WRRV Beard Growing Competition - Week 2

So, this is the end of Week 2 in the WRRV Beard Growing Competiton and things are getting, ahem, hairy. Remember, this a contest to see who lasts longest without shaving, not who can grow the longest beard.

From left to right: Shmonty, Simon, Boris and Jeremiah from our promotions department.

The Miracle Grow that Shmonty has been using as aftershave seems to finally be working.


Just for the record, here's the photo from week 1:

And the photo from the start of the contest:

The WRRV Show Us Your Cans Food Drive

Thanks again to everyone who came out and donated to the Food Bank of the Hudson Valley! Here's the video we made. It's a take-off of the Sarah Palin video (below). Oh yeah, and that's Simon getting his a** kicked by the WRRV Turkey in the background. The WRRV Turkey was played by roadcrew member, Jill. She has lots of aggression issues.

The original Sarah Palin video:

Do you use a mousepad?

We mentioned on the air that we received a promotional mousepad at WRRV this week. Who still uses a mousepad? I really thought they stopped making those years ago... about the same time "disk drives" disappeared. Well, apparently a few people here at WRRV still use a mousepad. It's probably just out of habit, and I'm pretty sure that they could actually live without using one.

Do you still rock the mousepad? Comment below...

Divorce Calculator

We talked about this on the air today. There's a website that claims to know your chance of getting a divorce just by asking a handful of questions. According to the site, I'm doomed:
I would assume that just going to a website and taking a test to see if you're going to get divorced is a pretty good sign that your marriage isn't all that stable to begin with.

What the hell happened to the Music All Morning page?

I've always hated blogs. Anyone with half a brain can set up a blog and start babbling about anything... from what they're eating for breakfast to the contents of their desk drawer. It's boring. No one cares! Why does everyone think that they're such a big deal? Hell, even Al Roker has a freakin' blog! What the hell is AL ROKER writing about? "This morning I laughed at another one of Matt Lauer's lame jokes... hey, is that a cheesecake?" Guess what... NO ONE CARES!

Why can't someone intelligent write one of these blogs? Someone who has their finger on the pulse of what interests me? A blog with less photos of fat ugly celebrities and more videos of Japanese people eating marshmallows off of strings. A blog that's written in the voice of a Hudson Valley Radio Legend! And that's when it hit me... My intern could do it!

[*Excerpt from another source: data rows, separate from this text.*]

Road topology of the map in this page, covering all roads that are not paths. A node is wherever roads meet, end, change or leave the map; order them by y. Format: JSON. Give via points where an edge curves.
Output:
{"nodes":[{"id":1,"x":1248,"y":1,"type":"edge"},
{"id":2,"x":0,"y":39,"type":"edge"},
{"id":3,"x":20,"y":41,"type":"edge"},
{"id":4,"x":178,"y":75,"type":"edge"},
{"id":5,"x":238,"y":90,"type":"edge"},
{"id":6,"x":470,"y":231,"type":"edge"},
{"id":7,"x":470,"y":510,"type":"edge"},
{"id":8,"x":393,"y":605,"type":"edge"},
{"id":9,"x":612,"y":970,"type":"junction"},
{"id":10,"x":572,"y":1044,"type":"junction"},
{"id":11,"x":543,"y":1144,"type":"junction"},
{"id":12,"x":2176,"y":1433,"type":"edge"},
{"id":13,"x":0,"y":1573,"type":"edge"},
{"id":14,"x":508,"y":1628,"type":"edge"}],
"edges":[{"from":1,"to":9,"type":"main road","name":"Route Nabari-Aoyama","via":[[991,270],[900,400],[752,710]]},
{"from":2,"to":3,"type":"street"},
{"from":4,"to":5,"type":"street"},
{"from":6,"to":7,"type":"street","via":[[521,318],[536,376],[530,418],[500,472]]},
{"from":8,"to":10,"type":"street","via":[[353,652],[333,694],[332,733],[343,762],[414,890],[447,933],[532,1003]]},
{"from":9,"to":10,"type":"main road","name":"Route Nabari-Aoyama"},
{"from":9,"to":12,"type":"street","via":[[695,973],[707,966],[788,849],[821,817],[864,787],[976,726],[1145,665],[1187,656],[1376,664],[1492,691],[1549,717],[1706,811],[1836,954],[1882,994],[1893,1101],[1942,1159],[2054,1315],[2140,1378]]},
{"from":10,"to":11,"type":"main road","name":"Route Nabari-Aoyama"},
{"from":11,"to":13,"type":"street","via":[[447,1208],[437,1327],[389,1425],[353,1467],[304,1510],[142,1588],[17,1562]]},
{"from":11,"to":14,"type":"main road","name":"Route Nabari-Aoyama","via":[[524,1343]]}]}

So welcome to BlogOfBoris.

The old Music All Morning website was a pain in the a** to update. Reformatting tables, inserting links and using insane html codes has prohibited me from being able to make musicallmorning.com as great of a website as I think it should be. And, most importantly, there was no room on the page for you to comment on things. Look, I get to say what I think all morning, now it's your turn to let me know what you're thinking about! (and that makes even less work for me, too - hell, I may even steal some of your ideas and pawn them off as my own on the air). Plus, now I can embed videos and use larger scale photos so you don't have to spend your morning closing all of those windows that have popped up on your desktop before your boss walks in on you and wonders why you're staring at a photo of some lady holding an obese cat instead of doing your work.

I hope you enjoy BlogOfBoris. If you have any suggestions, drop a comment on the bottom of this post. Smell ya later.